Following military service, Kinnell next appeared in a production of The Merchant of Venice at the Court Theatre in London that ran from October 1919 through February 1920. Beginning in January 1920 he also did single performances in other plays for the experimental Stage Society and the revivalist Phoenix Society.

Later that year Kinnell joined the St. James Theater company in the English debut of The Jest, a three-month tour that also included his wife in the cast. However, by January 1921, Kinnell was "at liberty", according to his theatrical card in The Daily Telegraph. While his wife returned to America for a role in a Broadway production, Kinnell joined the Henry Baynton company and performed a large reperatoire of drastically pruned Shakespeare from June 1921 thru November 1922. It played well in the more provincial towns but London critics were quite severe over the cuts. Kinnell then did an original play Oliver Cromwell, written and produced by John Drinkwater and starring Henry Ainley.

==Transatlantic commuter==
E. H. Sothern and his wife Julia Marlowe brought four English actors to the US in September 1923 for their final Shakespeare tour, one of whom was Kinnell. The tour opened with Cymbeline on October 2, 1923, at the Jolson Theatre. Unfortunately, Marlowe was both past her prime and wedded to an outdated style of acting that drew harsh criticism. It cannot have been an easy experience for Kinnell, but he persevered with the company's repertoire of Shakespeare plays both in New York and on tour. In March 1924 Kinnell left the still-going tour for a debut drama based on the book Simon Called Peter.

Kinnell returned to England where he next performed during July 1924 in an original work by Joshua Jordan called The Dream Kiss, described as "a farce of somnambulism". It hardly seemed worth the trip, for he was next cast during September 1924 in the Broadway production of Hassan, based on the verses of James Elroy Flecker.
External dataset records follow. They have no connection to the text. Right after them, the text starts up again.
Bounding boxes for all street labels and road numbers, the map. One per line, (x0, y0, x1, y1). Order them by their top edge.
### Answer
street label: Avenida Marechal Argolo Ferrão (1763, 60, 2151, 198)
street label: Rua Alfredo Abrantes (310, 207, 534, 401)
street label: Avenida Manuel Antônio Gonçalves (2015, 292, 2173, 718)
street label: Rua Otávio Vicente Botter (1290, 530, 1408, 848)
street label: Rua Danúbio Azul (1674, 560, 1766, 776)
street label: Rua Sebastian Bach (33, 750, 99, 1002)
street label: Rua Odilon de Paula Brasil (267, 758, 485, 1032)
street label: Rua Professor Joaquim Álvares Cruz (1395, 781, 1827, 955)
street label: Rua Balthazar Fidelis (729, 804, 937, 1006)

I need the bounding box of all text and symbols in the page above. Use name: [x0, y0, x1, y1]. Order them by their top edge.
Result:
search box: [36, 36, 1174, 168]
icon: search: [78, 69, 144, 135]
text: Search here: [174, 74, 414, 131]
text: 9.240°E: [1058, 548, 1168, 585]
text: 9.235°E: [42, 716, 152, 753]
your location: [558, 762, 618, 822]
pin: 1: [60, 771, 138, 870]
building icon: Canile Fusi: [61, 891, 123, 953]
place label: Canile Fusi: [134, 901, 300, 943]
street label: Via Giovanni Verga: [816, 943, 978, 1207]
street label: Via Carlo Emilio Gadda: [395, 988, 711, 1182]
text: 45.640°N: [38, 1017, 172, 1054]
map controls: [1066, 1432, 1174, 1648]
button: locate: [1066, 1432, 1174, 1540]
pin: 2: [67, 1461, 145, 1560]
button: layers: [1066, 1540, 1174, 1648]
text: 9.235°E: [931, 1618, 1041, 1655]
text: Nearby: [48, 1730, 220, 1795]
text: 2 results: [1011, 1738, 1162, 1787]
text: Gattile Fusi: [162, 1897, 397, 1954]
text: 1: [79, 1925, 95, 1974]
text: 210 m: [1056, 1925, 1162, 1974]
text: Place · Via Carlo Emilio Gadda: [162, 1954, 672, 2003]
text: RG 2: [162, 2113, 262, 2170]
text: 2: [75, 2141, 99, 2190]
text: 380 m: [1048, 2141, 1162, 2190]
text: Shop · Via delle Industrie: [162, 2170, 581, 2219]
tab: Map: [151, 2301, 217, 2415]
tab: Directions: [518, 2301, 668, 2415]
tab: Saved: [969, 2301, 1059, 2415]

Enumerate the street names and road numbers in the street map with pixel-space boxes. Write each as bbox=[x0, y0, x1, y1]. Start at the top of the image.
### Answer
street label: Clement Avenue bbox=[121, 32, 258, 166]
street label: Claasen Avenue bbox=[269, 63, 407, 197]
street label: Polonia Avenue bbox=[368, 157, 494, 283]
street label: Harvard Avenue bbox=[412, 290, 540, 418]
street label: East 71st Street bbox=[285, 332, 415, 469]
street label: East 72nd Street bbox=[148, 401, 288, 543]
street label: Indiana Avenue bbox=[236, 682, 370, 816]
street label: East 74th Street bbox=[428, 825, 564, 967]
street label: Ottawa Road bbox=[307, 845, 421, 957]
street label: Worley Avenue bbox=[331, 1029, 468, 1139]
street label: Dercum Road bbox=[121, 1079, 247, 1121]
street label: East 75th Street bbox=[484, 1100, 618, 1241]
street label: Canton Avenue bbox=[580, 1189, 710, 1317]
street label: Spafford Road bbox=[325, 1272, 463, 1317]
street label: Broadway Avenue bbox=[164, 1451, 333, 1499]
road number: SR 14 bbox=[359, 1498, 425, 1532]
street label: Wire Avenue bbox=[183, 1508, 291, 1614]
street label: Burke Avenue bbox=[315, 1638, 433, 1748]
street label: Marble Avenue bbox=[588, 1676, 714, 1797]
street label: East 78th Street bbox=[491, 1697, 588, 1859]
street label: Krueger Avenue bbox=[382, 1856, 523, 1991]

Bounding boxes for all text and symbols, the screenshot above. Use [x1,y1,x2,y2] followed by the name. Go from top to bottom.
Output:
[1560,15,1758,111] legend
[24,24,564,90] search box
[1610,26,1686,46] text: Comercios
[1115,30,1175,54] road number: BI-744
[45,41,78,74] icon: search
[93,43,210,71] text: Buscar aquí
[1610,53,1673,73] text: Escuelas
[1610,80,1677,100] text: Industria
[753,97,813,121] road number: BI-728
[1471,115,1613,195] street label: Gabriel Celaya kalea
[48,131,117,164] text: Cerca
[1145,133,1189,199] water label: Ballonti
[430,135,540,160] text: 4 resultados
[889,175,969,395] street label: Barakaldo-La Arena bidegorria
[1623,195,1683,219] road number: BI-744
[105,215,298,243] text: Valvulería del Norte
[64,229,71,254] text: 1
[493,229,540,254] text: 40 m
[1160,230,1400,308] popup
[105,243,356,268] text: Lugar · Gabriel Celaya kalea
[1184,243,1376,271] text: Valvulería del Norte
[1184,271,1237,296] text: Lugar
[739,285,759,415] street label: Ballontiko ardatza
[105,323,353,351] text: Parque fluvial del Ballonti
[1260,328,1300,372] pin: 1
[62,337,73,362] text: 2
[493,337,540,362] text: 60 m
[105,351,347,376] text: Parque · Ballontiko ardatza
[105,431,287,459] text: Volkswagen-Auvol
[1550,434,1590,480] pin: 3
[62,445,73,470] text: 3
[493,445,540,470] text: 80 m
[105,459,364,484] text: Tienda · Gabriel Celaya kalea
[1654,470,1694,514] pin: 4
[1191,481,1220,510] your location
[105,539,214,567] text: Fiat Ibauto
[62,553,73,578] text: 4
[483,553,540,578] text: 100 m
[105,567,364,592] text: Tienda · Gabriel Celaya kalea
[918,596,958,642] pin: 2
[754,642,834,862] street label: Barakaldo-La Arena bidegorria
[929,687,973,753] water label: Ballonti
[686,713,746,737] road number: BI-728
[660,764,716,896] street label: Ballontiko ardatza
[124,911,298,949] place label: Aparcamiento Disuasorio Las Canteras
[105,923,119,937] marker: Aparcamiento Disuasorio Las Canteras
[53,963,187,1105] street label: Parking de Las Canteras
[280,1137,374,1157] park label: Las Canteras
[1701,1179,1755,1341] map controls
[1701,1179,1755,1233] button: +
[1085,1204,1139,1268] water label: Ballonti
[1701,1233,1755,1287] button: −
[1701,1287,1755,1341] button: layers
This spectacle dispensed with tryouts due to its massive scale (some 200 performers including 60 principals and 70 dancers), perhaps relying on the success the production had in London the previous year. Despite incidental music by Frederick Delius the show closed after just 16 performances, with only Kinnell drawing praise among the cast. February 1925 saw him in a revival of William Congreve's The Way of the World.

==Old English==
For the first time Kinnell became the leading man of an acting troupe in March 1925, with the All-English stock company at the Orpheum in Montreal. This was under the direction of Leo G. Carroll, with Betty Murray as the female lead. His tenure with the company lasted thru May 1925. While Kinnell was in Canada, his wife Henrietta Goodwin had a small part in Old English on Broadway, a play by John Galsworthy that starred George Arliss. When it went on tour in the fall of 1925, Kinnell joined his wife in the road company, albeit as a leading actor. This was Kinnell's first role as an outright villain, a "blackmailing solicitor" who hounds the eponymous character (himself a scoundrel) played by Arliss. The part gained him his first published interview, and several years later his first film role.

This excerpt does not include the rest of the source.